Гиппиус З. H. Стихи и проза: Избранные произведения. Воспоминания. / Комментарии Н. И. Осьмаковой
Тула: Приок. кн. изд-во 1992.-- (Отчий край).
Ее, эту красивую старую женщину, я встретил во время войны, в 15-м году. Никто еще к войне тогда не привык, даже на фронте, не говоря о тыле. Сокрушались о матерях, о ежечасной их пытке надеждой и страхом. Вспоминали некрасовское "Внимая ужасам войны" и "слезы бедных матерей..."
Вот тогда-то я Марью Марковну и встретил. Так меня встреча взволновала, что я тут же, перед новой, после ранения, отправкой на фронт, ее описал и в петербургской одной газете это напечатал. Множество писем пришло потом в редакцию. Писали все больше матери. Одни -- восхищались Марьей Марковной, завидовали ей; другие возмущались, осуждали, даже осыпали упреками ее, да и меня, кстати, хотя я только изложил, что от нее слышал, без всякого суда. Не знал я, как судить; да и теперь не знаю. Теперь вопрос о материнском страдании звучит не современно, может быть: и войны нет, и матери какие-то другие... столько ведь перенесли мы, особенно мы, того, что хуже войны всякой! Но в глубине-то он, вопрос душевного страдания длительного, остался, думаю. Для кого остался, тому любопытна будет и Марья Марковна моя. Жаль, записи тогдашней не сохранилось, а за столько лет многое я позабыл. Напишу кратко, что вспомнится: главную-то суть всю помню.
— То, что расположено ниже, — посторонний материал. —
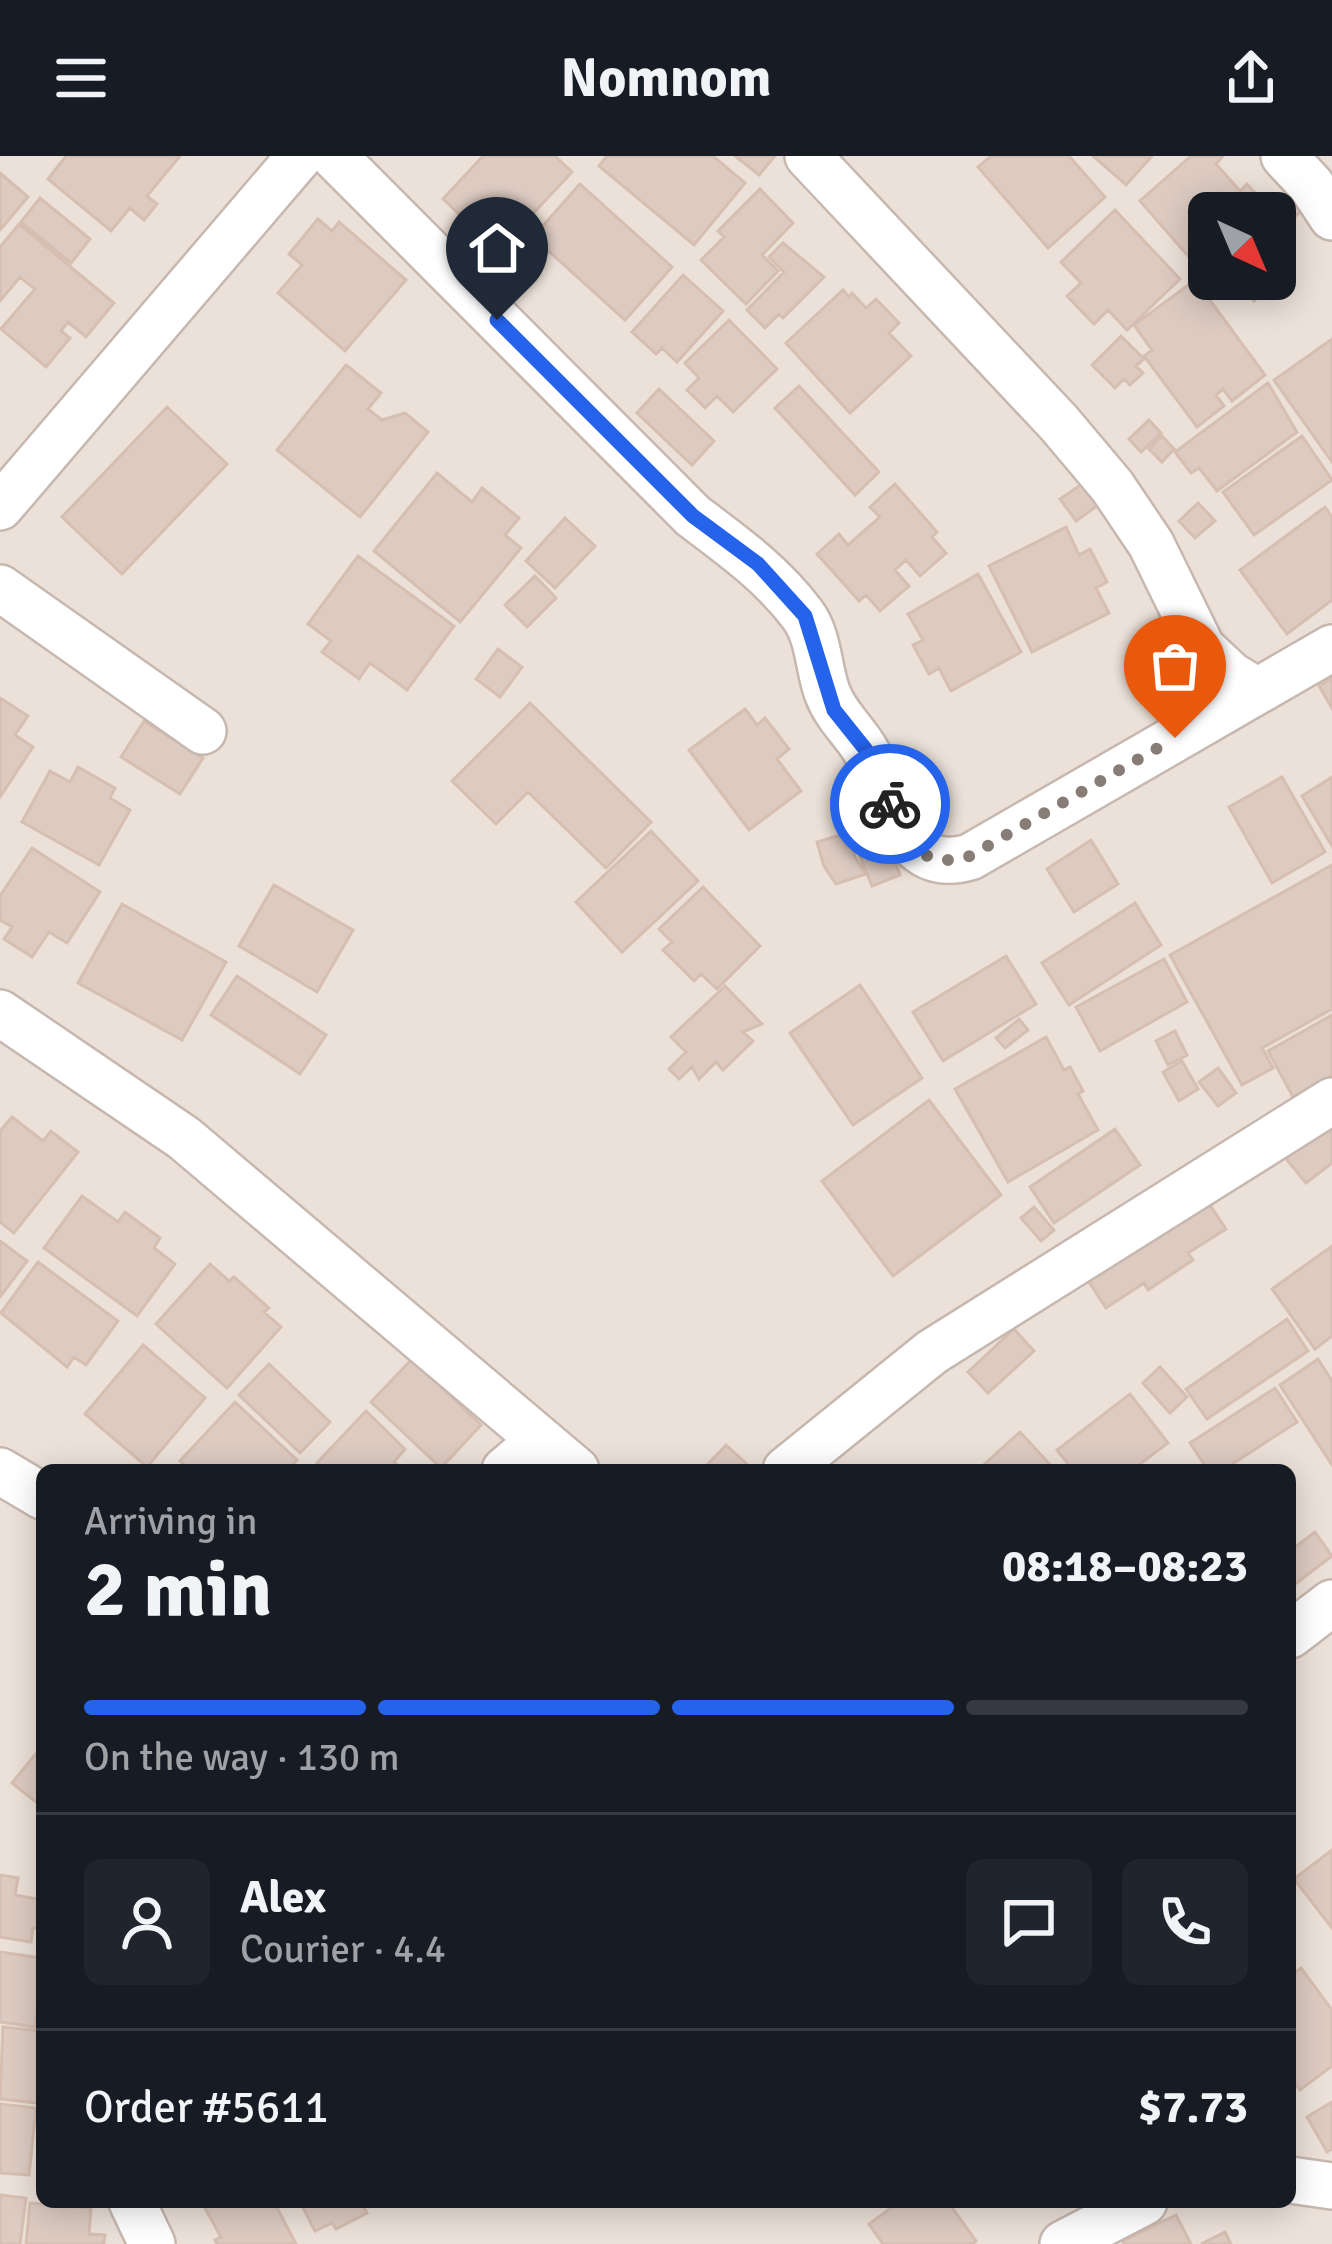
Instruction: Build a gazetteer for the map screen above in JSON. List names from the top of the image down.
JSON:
{
  "north": "bottom right",
  "page": {
    "header": "Nomnom",
    "heading": ["2 min", "Arriving in", "08:18–08:23"],
    "panel": [
      "Alex",
      "Courier · 4.4",
      "Order #5611",
      "$7.73"
    ],
    "bar": "On the way · 130 m"
  }
}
Так вот, вышел я в то лето из петербургского госпиталя не инвалидом, но не совсем еще окрепшим: раньше осени на фронт возвращаться было нельзя. Дядя и тетка, единственные мои родственники, посоветовали, чтоб не торчать больному в городе, съездить в их именьице, там пожить. Сами они давно туда не показывались, все за границу, а теперь в Крым. Домик старый, глушь, но место, говорила тетка, славное. Я глуши был рад, живо собрался.
И правда, хорошо. Речка с высоким берегом, село за речкой, церковь с зелеными куполами, леса вдали... Домик мой ветхий, сторож глухой, сторожиха кроме яичницы и щей ничего готовить не умеет... Очень мне все нравилось.
Через речку от меня была на другой берег, высокий,-- лава (переход), а там подъем к церкви. С моего берега церковь резко виднелась на небе; рядом, так же резко, темная купа вековых деревьев и, почти на самом обрывистом берегу, чуть заслоненный деревьями, белый дом с колоннами. Этот дом привлекал меня: так он был условно-красив, по старинной картинке; настоящий помещичий дом, из тех, которые даже назывались иногда "дворцами". Он, очевидно, и был старинный, и что всего удивительнее,-- не необитаемый: окна не заколочены, и хоть стеклами не слишком блестят, но явно живые.
С лавы, снизу, часто я на этот дом глядел, задумавшись. Я, впрочем, тогда на все, на людей, на небо, глядел в странной какой-то задумчивости, из которой и выходить не хотелось. Кажется, пошло это со времени моего ранения и долгого потом беспамятства.
Был август месяц, и прелестная купа деревьев между церковью и белым домом расцветилась золотым и красным узором. Озолотели старые березы и у самой церкви, где, в ограде, полюбил я сидеть: хорошо, чисто, скамейки меж памятниками и решетками могильных плит. И никого в просторной ограде нет никогда; дьячок разве встретится,-- жил где-то неподалеку.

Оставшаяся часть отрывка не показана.